Saturday, January 8, 2011

Do we want to go in this direction?

I was disturbed recently by a newspaper story headed "Anglers to fight 'exclusive' deals to fishing spots". It reported a claim by the president of the New Zealand Federation of Freshwater Anglers, Jim Hale.

He says that parts of a number of rivers have been captured by "unscrupulous commercial interests". These interests apparently engage in "exclusive capture" arrangements with landowners, so that access to stretches of some rivers are locked up and thereby denied to Kiwi anglers, unless they are prepared to pay significant sums of money.

What is at play here is a conflict between competing 'rights'.

On the one hand, we have private property owners choosing to exercise their 'property rights' to restrict or manage or control who is able to cross their land, and thereby effectively controlling who is able to fish selected stretches of our rivers.

On the other hand there is the 'right' of all New Zealanders to access our rivers, which flow through numerous private properties, and often within what is called 'the Queen's chain' - a legal mechanism to define public ownership and access to waterways. Of course, with this access comes the right to fish, subject of course to licensing controls to ensure the fishery is sustainable.
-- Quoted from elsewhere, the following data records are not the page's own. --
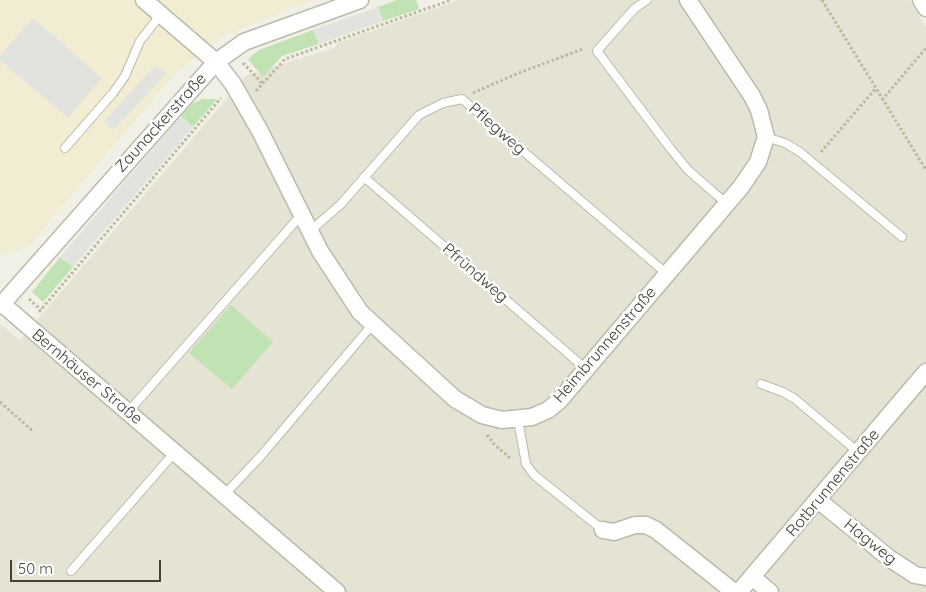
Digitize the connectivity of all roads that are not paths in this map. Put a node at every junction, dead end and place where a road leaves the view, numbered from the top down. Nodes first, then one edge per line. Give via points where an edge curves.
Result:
1 (144, 0) edge
2 (360, 0) edge
3 (646, 0) edge
4 (688, 0) edge
5 (921, 0) edge
6 (926, 8) edge
7 (161, 14) junction
8 (216, 62) junction
9 (766, 137) junction
10 (66, 148) dead end
11 (364, 177) junction
12 (727, 204) junction
13 (301, 215) junction
14 (310, 232) junction
15 (902, 237) dead end
16 (667, 274) junction
17 (1, 303) edge
18 (372, 325) junction
19 (586, 369) junction
20 (926, 372) edge
21 (761, 384) dead end
22 (128, 412) junction
23 (518, 420) junction
24 (175, 452) junction
25 (858, 452) junction
26 (224, 495) junction
27 (818, 500) junction
28 (603, 530) joint
29 (71, 571) dead end
30 (752, 576) junction
31 (926, 577) edge
32 (337, 592) edge
33 (734, 592) edge
34 (739, 592) edge
35 (770, 592) edge

1 - 7 street, Heimbrunnenstraße
2 - 8 street, Zaunackerstraße via 244,42
3 - 12 lane via 597,51 688,170
4 - 9 street via 752,96
5 - 6 street
7 - 8 street, Heimbrunnenstraße
7 - 10 lane via 140,42 125,76 113,93
8 - 13 street, Heimbrunnenstraße via 245,103
8 - 17 street, Zaunackerstraße
9 - 12 street, Heimbrunnenstraße via 755,167
9 - 15 lane via 785,143 812,162
11 - 14 lane, Pflegweg via 341,204
11 - 16 lane, Pflegweg via 419,115 444,103 462,99
11 - 19 lane, Pfründweg
12 - 16 street, Heimbrunnenstraße
13 - 14 street, Heimbrunnenstraße
13 - 22 lane
14 - 18 street, Heimbrunnenstraße via 346,294
16 - 19 street, Heimbrunnenstraße
17 - 22 street, Bernhäuser Straße
18 - 23 street, Heimbrunnenstraße via 455,399 492,419
18 - 26 lane
19 - 23 street, Heimbrunnenstraße via 548,410
20 - 25 street, Rotbrunnenstraße
21 - 25 lane via 795,399
22 - 24 street, Bernhäuser Straße
23 - 28 lane via 526,464 549,488
24 - 26 street, Bernhäuser Straße
24 - 29 lane
25 - 27 street, Rotbrunnenstraße
26 - 32 street, Bernhäuser Straße
27 - 30 street, Rotbrunnenstraße
27 - 31 street, Hagweg via 888,558 915,575
28 - 33 street via 614,532 635,524 646,525
30 - 34 street, Rotbrunnenstraße
30 - 35 street

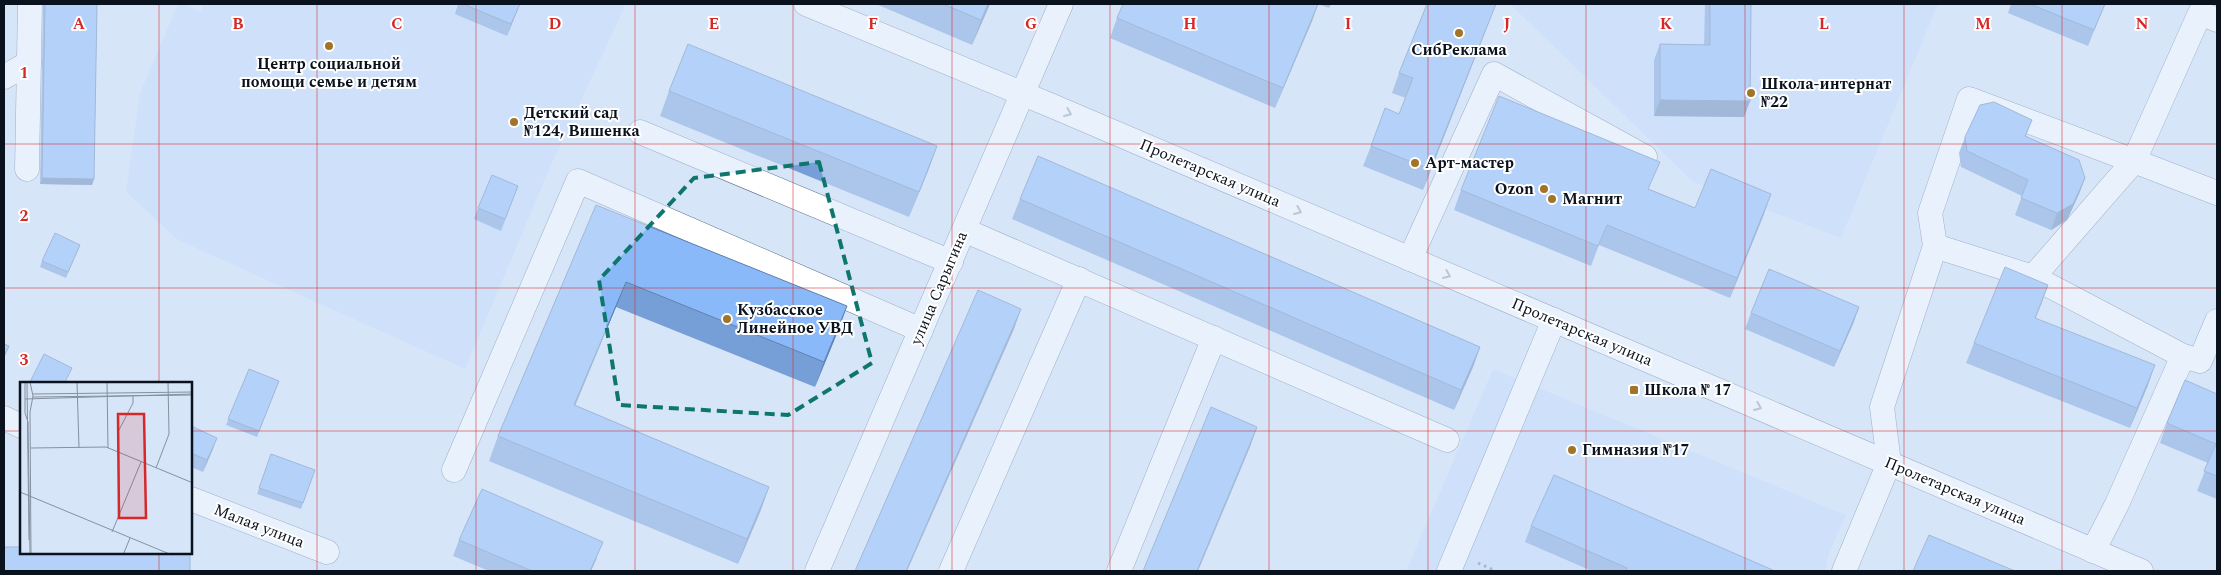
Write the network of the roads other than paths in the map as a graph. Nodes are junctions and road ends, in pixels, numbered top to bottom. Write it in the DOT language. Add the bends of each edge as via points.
graph roads {
  1 [pos="30,4"];
  2 [pos="806,4"];
  3 [pos="1061,4"];
  4 [pos="2209,12"];
  5 [pos="29,63"];
  6 [pos="4,77"];
  7 [pos="1023,94"];
  8 [pos="640,132"];
  9 [pos="1645,157"];
  10 [pos="2134,161"];
  11 [pos="27,169"];
  12 [pos="2217,192"];
  13 [pos="964,230"];
  14 [pos="1935,246"];
  15 [pos="1410,259"];
  16 [pos="951,262"];
  17 [pos="2032,277"];
  18 [pos="1079,279"];
  19 [pos="1554,320"];
  20 [pos="2217,321"];
  21 [pos="921,330"];
  22 [pos="1214,338"];
  23 [pos="2183,356"];
  24 [pos="4,418"];
  25 [pos="20,426"];
  26 [pos="1447,440"];
  27 [pos="1889,463"];
  28 [pos="454,470"];
  29 [pos="192,499"];
  30 [pos="2093,551"];
  31 [pos="327,552"];
  32 [pos="817,571"];
  33 [pos="951,571"];
  34 [pos="1120,571"];
  35 [pos="1449,571"];
  36 [pos="1844,571"];
  37 [pos="2141,571"];
  1 -- 5 [label="street"];
  2 -- 7 [label="street, Пролетарская улица"];
  3 -- 7 [label="street, улица Сарыгина"];
  4 -- 10 [label="street"];
  5 -- 6 [label="street"];
  5 -- 11 [label="street"];
  7 -- 13 [label="street, улица Сарыгина"];
  7 -- 15 [label="street, Пролетарская улица, one-way"];
  8 -- 16 [label="street"];
  9 -- 15 [label="street" via="1494,74"];
  10 -- 12 [label="street"];
  10 -- 14 [label="street" via="1969,99 1930,213"];
  10 -- 17 [label="street"];
  13 -- 16 [label="street, улица Сарыгина"];
  13 -- 18 [label="street"];
  14 -- 17 [label="street"];
  14 -- 27 [label="street" via="1882,407"];
  15 -- 19 [label="street, Пролетарская улица, one-way"];
  16 -- 21 [label="street, улица Сарыгина"];
  17 -- 23 [label="street"];
  18 -- 22 [label="street"];
  18 -- 33 [label="street"];
  19 -- 27 [label="street, Пролетарская улица, one-way"];
  19 -- 35 [label="street"];
  20 -- 23 [label="street" via="2200,361"];
  21 -- 28 [label="street" via="578,181"];
  21 -- 32 [label="street, улица Сарыгина"];
  22 -- 26 [label="street"];
  22 -- 34 [label="street"];
  23 -- 30 [label="street"];
  24 -- 25 [label="street"];
  27 -- 30 [label="street, Пролетарская улица"];
  27 -- 36 [label="street"];
  29 -- 31 [label="street, Малая улица"];
  30 -- 37 [label="street, Пролетарская улица"];
}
So, the nub of the issue becomes this: are the waterways, and fish stocks within them, a private or a public good?

My view is that they are, and must remain, a public good. I have no difficulty with private property owners exercising their rights and controlling access to their own property. However, I do not accept that that right should allow them to unreasonably restrict access to our waterways. These must retain their public ownership, and the 'Queen's chain' to ensure the public can access the rivers themselves. While I have no wish to go fishing, I am firmly of the view that I, and my children, and their children, must have the right to do so.

I well remember seeing and being surprised by the sign in this photo we encountered in Strathtay, Scotland. The notice of "Private Fishing" I found, and still find, abhorrent. It is redolent of privilege, class, and elitism.

And those things my ancestors came to New Zealand to escape.

May we never see them re-emerge here.